Records for the task |

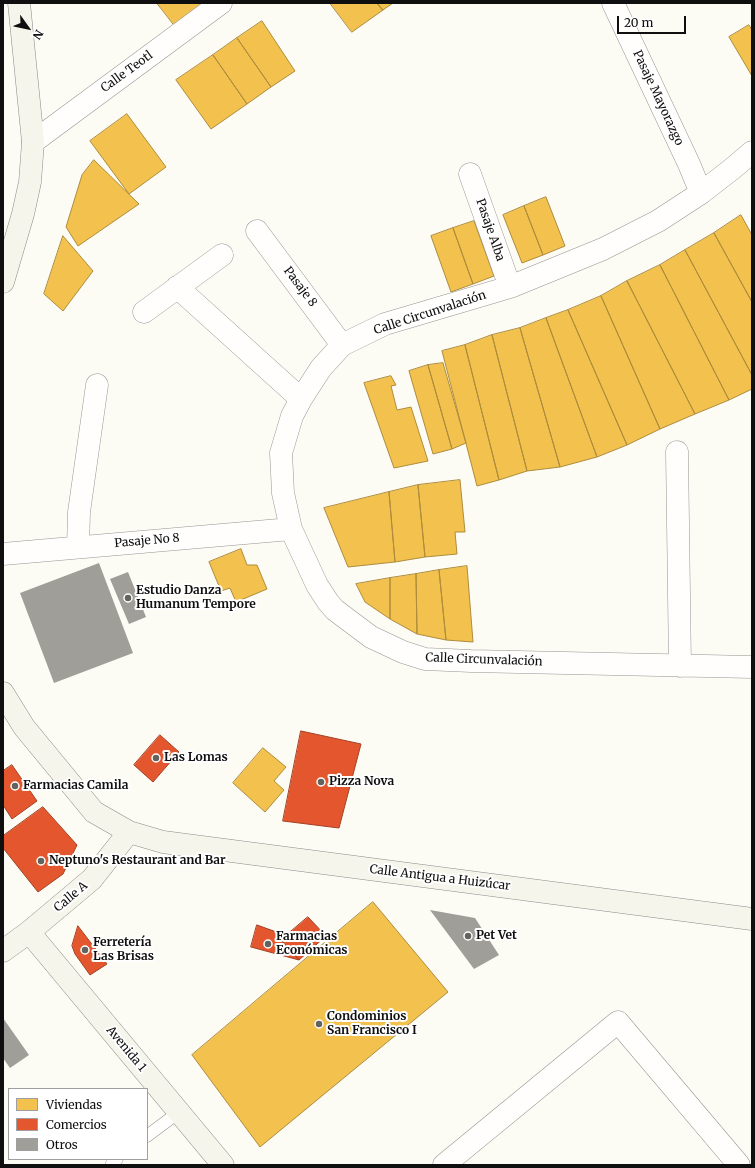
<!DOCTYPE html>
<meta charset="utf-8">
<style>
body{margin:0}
#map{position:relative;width:755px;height:1168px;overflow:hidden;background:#fcfbf4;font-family:Merriweather,serif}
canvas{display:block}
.frame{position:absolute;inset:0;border:4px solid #0f0f0f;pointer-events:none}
.legend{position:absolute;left:8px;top:1088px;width:140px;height:72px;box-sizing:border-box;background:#fff;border:1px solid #9f9f9f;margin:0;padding:5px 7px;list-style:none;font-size:12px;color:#0f0f0f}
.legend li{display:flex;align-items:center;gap:8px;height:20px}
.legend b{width:20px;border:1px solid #9f9f9f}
.north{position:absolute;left:8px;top:8px;width:40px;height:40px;-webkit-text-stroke:3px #fff;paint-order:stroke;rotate:123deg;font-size:11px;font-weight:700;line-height:16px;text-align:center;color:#0f0f0f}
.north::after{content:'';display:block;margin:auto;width:14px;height:18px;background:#0f0f0f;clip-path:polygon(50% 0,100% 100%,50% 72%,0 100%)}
.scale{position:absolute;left:617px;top:16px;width:69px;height:18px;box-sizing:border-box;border:2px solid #0f0f0f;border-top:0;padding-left:5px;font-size:12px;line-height:14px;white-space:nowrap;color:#0f0f0f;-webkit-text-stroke:3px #fff;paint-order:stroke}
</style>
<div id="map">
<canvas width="755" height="1168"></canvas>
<div class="frame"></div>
<ul class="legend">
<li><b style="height:11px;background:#f2c14e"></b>Viviendas</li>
<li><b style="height:11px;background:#e4572e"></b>Comercios</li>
<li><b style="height:11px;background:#9f9e99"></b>Otros</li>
</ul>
<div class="north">N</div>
<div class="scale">20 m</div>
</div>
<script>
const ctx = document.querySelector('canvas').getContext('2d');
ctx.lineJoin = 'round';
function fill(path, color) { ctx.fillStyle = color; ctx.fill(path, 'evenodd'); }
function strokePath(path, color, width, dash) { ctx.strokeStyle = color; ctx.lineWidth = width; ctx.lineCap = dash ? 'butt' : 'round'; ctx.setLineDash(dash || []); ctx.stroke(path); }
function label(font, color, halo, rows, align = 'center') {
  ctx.font = font + ' Merriweather,serif'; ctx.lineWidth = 4; ctx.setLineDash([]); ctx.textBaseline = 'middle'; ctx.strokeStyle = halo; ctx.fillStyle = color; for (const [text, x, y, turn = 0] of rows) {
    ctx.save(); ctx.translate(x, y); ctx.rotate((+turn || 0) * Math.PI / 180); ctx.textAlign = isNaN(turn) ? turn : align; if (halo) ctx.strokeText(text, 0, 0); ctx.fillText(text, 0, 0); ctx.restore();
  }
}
const homes = new Path2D(`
 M157,3h48l-30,23z
 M330,3h47l6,7 -31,22z
 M377,3h16l-10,7z
 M262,21l33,50 -24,16 -34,-49z
 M749,25l3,5v46l-23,-39z
 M237,38l34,49 -24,17 -34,-49z
 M213,55l34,49 -36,25 -35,-49z
 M127,114l39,53 -37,27 -39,-53z
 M94,160l45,44 -61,42 -12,-19 16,-52z
 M546,197l19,49 -22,9 -19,-49z
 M524,206l19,49 -21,8 -19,-48z
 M741,215l11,20v67l-38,-69z
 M474,221l20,55 -21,8 -20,-56z
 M453,228l20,56 -22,8 -20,-56z
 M714,233l38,69v73l-67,-125z
 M63,236l30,35 -30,40 -19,-17z
 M685,250l67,125v14l-23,11 -69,-135z
 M660,265l69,135 -34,14 -68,-133z
 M627,281l68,133 -35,15 -59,-133z
 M601,296l59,133 -33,16 -59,-135z
 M568,310l59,135 -30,12 -51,-139z
 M546,318l51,139 -37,10 -40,-139z
 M520,328l40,139 -33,4 -35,-136z
 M492,335l35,136 -28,9 -34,-135z
 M465,345l34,135 -22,6 -35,-135z
 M443,363l23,80 -14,6 -24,-84z
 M428,365l24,84 -19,5 -24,-83z
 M391,376l5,9 -5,1 6,24 14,-3 17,54 -34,7 -30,-85z
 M460,480l5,52h-10l2,22 -32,3 -7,-72z
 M418,485l7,72 -30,5 -6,-70z
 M389,492l6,70 -47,5 -24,-59z
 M241,549l6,16h10l10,24 -31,13 -6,-14 -9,3 -12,-29z
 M467,566l6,76 -27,-2 -7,-70z
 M439,570l7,70 -29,-6 -1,-60z
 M416,574l1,60 -27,-15v-41z
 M390,578v41l-25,-17 -9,-18z
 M263,748l23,19 -12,14 10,9 -19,22 -32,-29z
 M373,902l75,90 -188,155 -68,-92z`);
fill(homes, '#f2c14e');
strokePath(homes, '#ae8c3b', 1);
const shops = new Path2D(`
 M301,731l60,13 -22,84 -56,-7z
 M160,735l19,17 -26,30 -19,-17z
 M12,765l25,36 -25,18 -9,-14v-34z
 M43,807l34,38 -14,29 -25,18 -35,-44v-12z
 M308,917l18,19 -27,24 -18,-20z
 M257,925l25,9 -1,6 18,20 -48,-13z
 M78,926l29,38 -17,11 -15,-21 -3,-8z`);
fill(shops, '#e4572e');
strokePath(shops, '#a44125', 1);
fill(new Path2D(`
 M99,563l34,90 -79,30 -34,-90z
 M128,572l18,45 -17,7 -19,-45z
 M430,910l45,8 24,37 -25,14z
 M3,1018l26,37 -19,13 -7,-10z`), '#9f9e99');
const lane = new Path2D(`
 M147,1136l32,-24
 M112,1163l5,-4`);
const street = new Path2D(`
 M613,3l76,161 12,29
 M33,142l188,-139
 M752,152l-20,17 -31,24 -43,28 -55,28 -93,38 -125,37 -43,21 -21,23 -20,31 -9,17 -11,37 2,40 8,36 26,56 11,17 7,8 36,27 32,15 22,7 46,2 281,6
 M470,174l40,113
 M257,231l85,114
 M177,287l124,112
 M144,312l78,-57
 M677,452l3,214
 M78,547l1,-35 18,-127
 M3,554l288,-25
 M444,1165l174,-143 121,143`);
const secondary = new Path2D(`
 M3,282l20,-68 7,-32 3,-40 -14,-139
 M3,693l21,34 70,85 35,20 34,10 589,77
 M29,932l194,233
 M3,951l26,-19 63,-53 37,-47`);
strokePath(lane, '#969592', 13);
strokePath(street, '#969592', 23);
strokePath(secondary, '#8c8c89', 23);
strokePath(lane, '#fffefd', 12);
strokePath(street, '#fffefd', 22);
strokePath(secondary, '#f5f5eb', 22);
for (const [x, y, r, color] of [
 [128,598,4,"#62625f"],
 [156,758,4,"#62625f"],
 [321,782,4,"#62625f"],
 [15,786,4,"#62625f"],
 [41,861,4,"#62625f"],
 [468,936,4,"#62625f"],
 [268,944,4,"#62625f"],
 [85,950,4,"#62625f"],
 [319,1024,4,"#62625f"]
]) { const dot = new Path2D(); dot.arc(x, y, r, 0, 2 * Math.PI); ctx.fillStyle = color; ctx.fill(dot); strokePath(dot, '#fff', 1.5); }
label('12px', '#0f0f0f', '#fff', [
 ["Calle Teotl",127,72,-36],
 ["Pasaje Mayorazgo",658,98,65],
 ["Pasaje Alba",490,230,71],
 ["Pasaje 8",300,287,53],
 ["Calle Circunvalación",430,313,-18],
 ["Pasaje No 8",147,541,-5],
 ["Calle Circunvalación",484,660,2],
 ["Calle Antigua a Huizúcar",440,878,7],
 ["Calle A",71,897,-40],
 ["Avenida 1",126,1049,50]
]);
label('bold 12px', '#0f0f0f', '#fff', [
 ["Estudio Danza",136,591],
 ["Humanum Tempore",136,605],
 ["Las Lomas",164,758],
 ["Pizza Nova",329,782],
 ["Farmacias Camila",23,786],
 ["Neptuno's Restaurant and Bar",49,861],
 ["Pet Vet",476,936],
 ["Farmacias",276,937],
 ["Económicas",276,951],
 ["Ferretería",93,943],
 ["Las Brisas",93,957],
 ["Condominios",327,1017],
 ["San Francisco I",327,1031]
], 'left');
</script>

What you have to do | Filter the entries down to the lines that hold "function". Copy those lines.

Solution |
function fill(path, color) { ctx.fillStyle = color; ctx.fill(path, 'evenodd'); }
function strokePath(path, color, width, dash) { ctx.strokeStyle = color; ctx.lineWidth = width; ctx.lineCap = dash ? 'butt' : 'round'; ctx.setLineDash(dash || []); ctx.stroke(path); }
function label(font, color, halo, rows, align = 'center') {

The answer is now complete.